Please keep to the lines below from the one with "function stroke(path, color, width, dash)" through the one with "ctx.font = font", and restate them word for word, ends included.

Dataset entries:

........

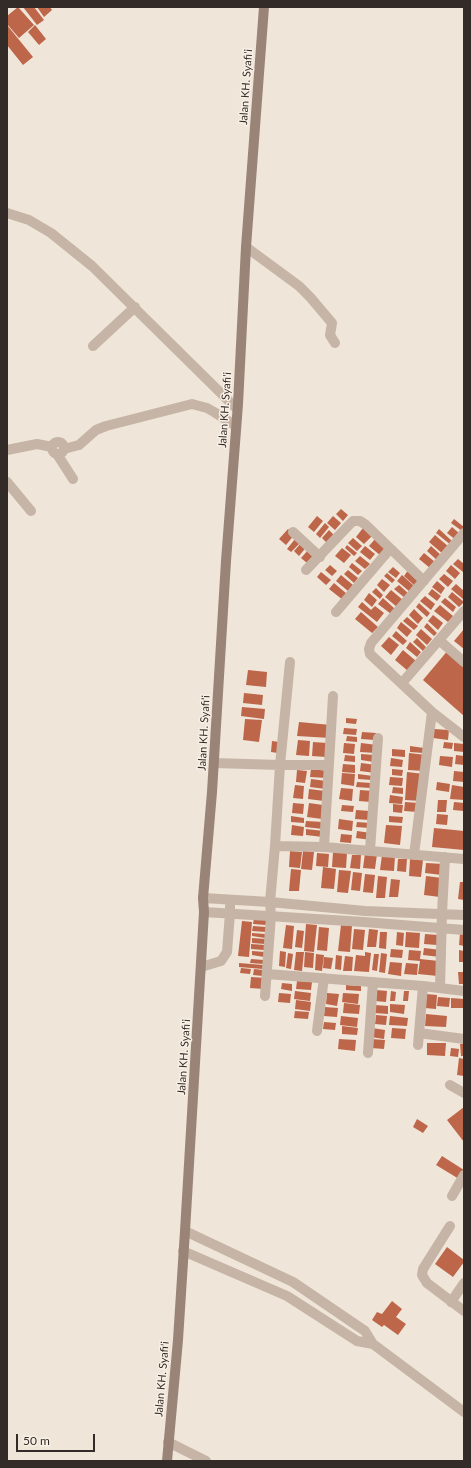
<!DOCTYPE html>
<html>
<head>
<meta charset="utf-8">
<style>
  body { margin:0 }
  #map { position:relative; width:471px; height:1468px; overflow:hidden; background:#efe5d9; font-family:Lato,sans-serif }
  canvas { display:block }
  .frame { position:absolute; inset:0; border:8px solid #332b27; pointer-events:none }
  .scale { position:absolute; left:16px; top:1434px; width:79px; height:18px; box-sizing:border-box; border:2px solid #332b27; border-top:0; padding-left:5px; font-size:12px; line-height:14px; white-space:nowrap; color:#332b27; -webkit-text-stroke:3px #f8efe5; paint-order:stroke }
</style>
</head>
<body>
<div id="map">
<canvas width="471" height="1468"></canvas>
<div class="frame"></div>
<div class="scale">50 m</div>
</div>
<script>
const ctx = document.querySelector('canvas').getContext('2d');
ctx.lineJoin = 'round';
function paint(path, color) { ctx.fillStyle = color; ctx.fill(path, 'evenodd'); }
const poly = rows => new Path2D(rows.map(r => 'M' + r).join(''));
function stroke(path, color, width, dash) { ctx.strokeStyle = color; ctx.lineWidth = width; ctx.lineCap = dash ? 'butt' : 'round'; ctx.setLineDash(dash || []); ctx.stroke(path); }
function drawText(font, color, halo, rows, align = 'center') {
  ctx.font = font + ' Lato,sans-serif'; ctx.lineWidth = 3; ctx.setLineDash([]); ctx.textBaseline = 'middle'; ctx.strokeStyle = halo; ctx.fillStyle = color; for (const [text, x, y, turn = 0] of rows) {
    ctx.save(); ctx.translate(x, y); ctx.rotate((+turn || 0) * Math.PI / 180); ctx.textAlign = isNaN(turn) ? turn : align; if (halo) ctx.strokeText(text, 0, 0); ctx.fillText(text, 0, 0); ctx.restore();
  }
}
const building = poly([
  [18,7,34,25,19,38,7,24,7,16],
  [23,7,34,7,44,20,37,25],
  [37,7,50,7,52,10,44,17],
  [7,25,33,57,23,65,7,45],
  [35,25,46,39,39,45,28,32],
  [341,509,348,515,343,521,336,514],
  [317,516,323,521,314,532,308,527],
  [333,516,341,523,335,530,327,523],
  [454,519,464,527,462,531,451,523],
  [325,523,329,527,320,538,316,534],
  [452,527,460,534,456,540,447,533],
  [363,528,372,536,364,544,356,537],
  [288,529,295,534,286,545,279,539],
  [439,529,453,542,451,545,436,533],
  [329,530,334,535,327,543,322,538],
  [435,535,449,547,443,554,429,542],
  [353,538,362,546,357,551,348,543],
  [376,538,388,548,381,556,369,546],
  [295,539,300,543,291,552,287,549],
  [303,541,308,545,299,556,294,551],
  [347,545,357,553,354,556,345,548],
  [365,546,375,554,370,560,360,552],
  [431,546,443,557,439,562,427,551],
  [342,548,351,555,344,563,335,556],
  [309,549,315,554,307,563,301,558],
  [424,553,435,562,430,568,419,559],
  [360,556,370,564,365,569,355,561],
  [458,559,464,564,463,572,453,564],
  [352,563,362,571,358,575,349,567],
  [330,565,337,571,332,576,325,570],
  [451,565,460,573,455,579,446,571],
  [393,567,400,573,396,578,388,572],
  [409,569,421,579,415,586,404,576],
  [348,570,358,578,354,583,344,574],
  [321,572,331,580,326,585,317,577],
  [387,573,395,580,392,583,384,576],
  [444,574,453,581,448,587,439,579],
  [341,575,353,585,348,591,336,581],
  [402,575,414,586,410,592,397,581],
  [382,579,390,585,384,592,377,585],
  [437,581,445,588,441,594,432,587],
  [334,583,347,594,343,600,329,589],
  [456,584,464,591,463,599,451,589],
  [399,585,409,594,405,598,394,589],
  [376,588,383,595,380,599,372,592],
  [432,589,441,596,437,601,428,594],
  [391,590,403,600,397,607,385,597],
  [452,592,464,602,459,607,448,597],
  [369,593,377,600,372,607,364,600],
  [425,596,435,604,431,610,420,601],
  [383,598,395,609,391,614,378,604],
  [445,598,456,607,453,612,441,602],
  [362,602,371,610,375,606,384,613,377,622,358,607],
  [419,603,430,613,427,617,416,607],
  [440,605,453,616,448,622,434,611],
  [414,609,423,618,418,624,409,615],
  [361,612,378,627,372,633,355,619],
  [433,615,443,623,438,630,428,621],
  [407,617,418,626,414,630,403,621],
  [401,622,412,631,407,637,397,628],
  [427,623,437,633,434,636,424,627],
  [421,629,432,639,427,645,416,635],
  [464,629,464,649,454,641],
  [396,631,407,641,403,645,392,636],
  [389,637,399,645,391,655,381,646],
  [417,638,426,647,423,651,413,642],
  [410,642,421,652,417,657,406,648],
  [449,649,464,662,464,716,423,680],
  [403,650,416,661,408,671,395,660],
  [248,670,267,672,266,687,246,685],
  [244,693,263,695,262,705,243,703],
  [242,707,265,709,264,719,241,716],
  [346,718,357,719,356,724,346,723],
  [245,719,262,720,259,742,243,740],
  [299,722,331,725,330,738,297,736],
  [344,728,357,729,356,735,343,734],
  [434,729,449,730,448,740,433,738],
  [362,732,376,733,375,740,361,739],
  [347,736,357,737,357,742,346,741],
  [298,740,310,741,309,756,296,755],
  [272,741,279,742,278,753,271,752],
  [313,742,327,743,326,757,312,756],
  [444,742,453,743,452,749,443,748],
  [344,743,355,744,354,754,343,753],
  [361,743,377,745,376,753,360,752],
  [454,743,464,744,464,752,454,751],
  [410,746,424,748,424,753,410,752],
  [392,749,405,750,405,757,392,756],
  [409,753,426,755,424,771,408,770],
  [361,754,374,755,374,762,361,760],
  [345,755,355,756,355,762,344,761],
  [456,755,464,756,464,765,455,764],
  [440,756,453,757,452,767,439,765],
  [391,758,403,760,402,767,390,766],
  [361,763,376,765,375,773,360,771],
  [343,764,355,765,355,773,342,772],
  [311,769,328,771,327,778,310,777],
  [392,769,403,770,402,776,392,775],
  [297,770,307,771,305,783,296,782],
  [454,771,464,772,464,782,453,781],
  [407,772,424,774,421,801,405,800],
  [342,773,355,774,354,786,341,784],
  [358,774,373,776,372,780,358,779],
  [390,777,403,778,402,786,389,785],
  [311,779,326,781,326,789,310,787],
  [357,782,371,783,370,788,356,787],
  [437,782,450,784,449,792,436,790],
  [295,785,304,786,303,799,293,798],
  [452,785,464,787,464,800,450,799],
  [393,787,403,788,403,794,392,793],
  [341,788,353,789,352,801,339,799],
  [309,789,325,791,324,801,308,799],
  [360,790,373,791,371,802,359,801],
  [390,795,403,797,402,804,389,803],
  [438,800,447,800,446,812,437,812],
  [405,802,419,803,418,812,404,811],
  [454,802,464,803,464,811,453,810],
  [293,803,304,804,303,814,292,813],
  [309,803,323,805,322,819,307,817],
  [393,804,403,805,402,813,393,812],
  [342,805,354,806,353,812,341,811],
  [356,810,370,811,369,820,355,819],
  [437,814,448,815,447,825,436,824],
  [291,816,304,818,304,823,291,822],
  [389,816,403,817,402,823,389,822],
  [339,819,353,821,352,831,338,829],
  [306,821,323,822,323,829,305,827],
  [357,822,370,823,369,828,356,827],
  [292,825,304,827,303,836,291,835],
  [386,825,402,826,400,845,384,843],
  [434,828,464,831,464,850,432,847],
  [306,829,324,831,323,837,306,835],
  [357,831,371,833,371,840,356,838],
  [341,834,352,835,351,843,340,842],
  [290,851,302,852,300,868,289,867],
  [303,851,314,852,312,870,301,869],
  [333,852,347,853,346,868,332,867],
  [317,853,329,854,328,867,316,866],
  [365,853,377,854,375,869,363,868],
  [352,855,361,855,360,869,350,868],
  [382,855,395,856,394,871,380,870],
  [398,859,407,859,406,872,397,871],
  [410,859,423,860,421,877,409,876],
  [426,863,443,864,442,875,425,873],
  [323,867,336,869,334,889,321,888],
  [291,869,301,870,299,891,289,891],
  [339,870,351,871,348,893,337,892],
  [353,872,362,873,360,891,351,890],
  [365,874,375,875,373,893,363,892],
  [378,876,387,877,385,898,376,898],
  [426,876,442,878,440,897,424,895],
  [391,879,400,880,398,897,389,897],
  [460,882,464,882,464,900,458,899],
  [254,918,267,919,266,925,253,924],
  [242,921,252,922,249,957,238,956],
  [306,924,317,925,314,952,304,951],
  [286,925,294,926,292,949,283,948],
  [341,925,352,926,350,952,338,951],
  [253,926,266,927,266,932,252,931],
  [319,927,329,928,327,951,317,950],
  [354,929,365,930,363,950,352,949],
  [369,929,378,930,376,947,367,947],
  [297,930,304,931,302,948,295,947],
  [380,932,387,932,386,949,379,948],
  [397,932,404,933,403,946,396,945],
  [406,932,420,933,419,948,405,947],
  [252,933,265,934,265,938,252,936],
  [460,933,464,933,464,946,459,945],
  [425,934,438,935,437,945,424,944],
  [252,938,266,939,265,944,252,943],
  [251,944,265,945,264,950,251,949],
  [424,948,441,950,440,957,423,955],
  [391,949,403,950,402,958,390,957],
  [409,950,421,951,420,959,439,961,438,976,418,974,420,961,408,960],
  [459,950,464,951,464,962,459,962],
  [252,951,265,952,264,957,252,955],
  [280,951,286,952,285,967,279,966],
  [296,952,304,952,302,971,294,970],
  [305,952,314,953,313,968,304,967],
  [365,952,371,953,369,972,354,971,356,955,365,956],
  [288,953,293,954,291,969,286,968],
  [381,953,387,954,385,973,379,972],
  [316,954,324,955,322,971,315,970],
  [374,954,379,954,377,971,372,970],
  [336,955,342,956,341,970,335,969],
  [345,956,353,957,352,971,343,971],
  [324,957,333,958,331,969,323,968],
  [251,959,264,960,264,964,250,963],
  [390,962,402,963,401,976,388,974],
  [239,963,263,965,263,969,239,967],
  [406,963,418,964,417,975,404,974],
  [241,968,251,969,250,974,240,973],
  [254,969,263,970,263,976,253,975],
  [458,972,464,972,464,984,459,984],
  [251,977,266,978,264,989,250,988],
  [297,981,312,982,311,990,296,989],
  [282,983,292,984,292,991,281,989],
  [346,985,361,986,361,991,346,990],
  [376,990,387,991,386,1002,375,1001],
  [295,991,311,993,310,1001,294,999],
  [391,991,396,992,395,1001,390,1001],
  [404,991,409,991,408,1001,403,1001],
  [279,993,291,994,290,1003,278,1002],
  [327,993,339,994,337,1006,326,1004],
  [343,993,359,994,358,1004,342,1002],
  [426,994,437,995,436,1009,425,1008],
  [438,997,450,998,449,1007,437,1006],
  [451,998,464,999,464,1008,451,1008],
  [296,1000,311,1002,310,1011,295,1009],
  [344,1003,360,1005,359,1014,343,1013],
  [390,1004,405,1005,404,1014,390,1012],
  [375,1005,388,1006,388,1014,374,1013],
  [325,1007,338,1008,337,1017,324,1016],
  [295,1011,309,1012,308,1019,294,1018],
  [426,1014,447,1016,446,1027,425,1026],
  [376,1015,387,1016,386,1025,375,1024],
  [341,1016,358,1018,357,1027,340,1025],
  [390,1016,408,1018,407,1026,389,1025],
  [324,1022,336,1023,335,1030,323,1029],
  [342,1026,358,1028,357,1035,342,1034],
  [372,1028,385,1030,384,1039,371,1037],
  [392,1028,406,1029,405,1039,391,1038],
  [339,1039,356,1040,355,1051,338,1049],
  [371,1039,385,1040,384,1049,371,1048],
  [427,1043,446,1043,445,1056,427,1055],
  [460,1044,464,1044,464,1056,461,1056],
  [451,1048,459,1049,458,1057,450,1056],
  [459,1058,464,1059,464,1076,457,1075],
  [464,1107,464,1142,447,1120],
  [417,1119,428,1126,423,1133,413,1127],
  [442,1156,464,1170,459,1179,436,1165],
  [447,1247,464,1260,464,1262,453,1277,435,1264],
  [392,1301,402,1309,396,1317,406,1324,398,1335,384,1325,382,1327,372,1320,377,1312,382,1314]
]);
const street = poly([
  [7,213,29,220,51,233,92,266,237,409],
  [246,247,299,286,310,297,332,323,330,335,335,343],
  [93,346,135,307],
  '52 448a6 6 0 1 1 12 0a6 6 0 1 1-12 0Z',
  [64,449,79,445,96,430,106,426,192,404,207,408,214,412,236,426],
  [7,450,37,444,52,447],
  [57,454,73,479],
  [7,482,31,511],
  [293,532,320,557],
  [464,533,371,643,369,649,370,654,432,712,464,737],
  [306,570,349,525,353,521,360,521,366,525,424,581],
  [336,612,390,549],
  [439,640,464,662],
  [402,683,464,611],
  [214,763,280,765,329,765],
  [275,846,324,847,464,859],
  [324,847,333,696],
  [370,850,378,738],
  [414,855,432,712],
  [203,898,270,902,365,911,464,915],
  [204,912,364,922,464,930],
  [201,967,221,961,227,952,230,913,230,906],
  [267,974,423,986,464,991],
  [440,988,442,913,445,857],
  [265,996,271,916,270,902,275,846,280,765,290,662],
  [317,1031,324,978],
  [419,1033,464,1039],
  [418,1045,423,986],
  [368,1053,373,982],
  [450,1085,464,1093],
  [452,1196,464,1175],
  [450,1226,423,1269,422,1275,427,1283,464,1311],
  [185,1231,293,1282,365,1331,373,1344,464,1412],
  [183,1251,287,1296,357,1341,373,1344],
  [451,1302,464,1283],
  [168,1442,206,1461]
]);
const secondary = poly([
  [167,1461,178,1340,185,1231,204,912,203,898,212,792,226,561,238,404,246,247,264,7]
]);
const streetNames = [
  ["Jalan KH. Syafi'i",246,87,-86],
  ["Jalan KH. Syafi'i",225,410,-86],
  ["Jalan KH. Syafi'i",204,733,-87],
  ["Jalan KH. Syafi'i",184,1057,-86],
  ["Jalan KH. Syafi'i",162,1379,-85]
];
paint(building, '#be6649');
stroke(street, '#c6b5a6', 10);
stroke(secondary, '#9a8478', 10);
drawText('11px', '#332b27', '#f8efe5', streetNames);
</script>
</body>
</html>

........

> [Finished task]:
function stroke(path, color, width, dash) { ctx.strokeStyle = color; ctx.lineWidth = width; ctx.lineCap = dash ? 'butt' : 'round'; ctx.setLineDash(dash || []); ctx.stroke(path); }
function drawText(font, color, halo, rows, align = 'center') {
  ctx.font = font + ' Lato,sans-serif'; ctx.lineWidth = 3; ctx.setLineDash([]); ctx.textBaseline = 'middle'; ctx.strokeStyle = halo; ctx.fillStyle = color; for (const [text, x, y, turn = 0] of rows) {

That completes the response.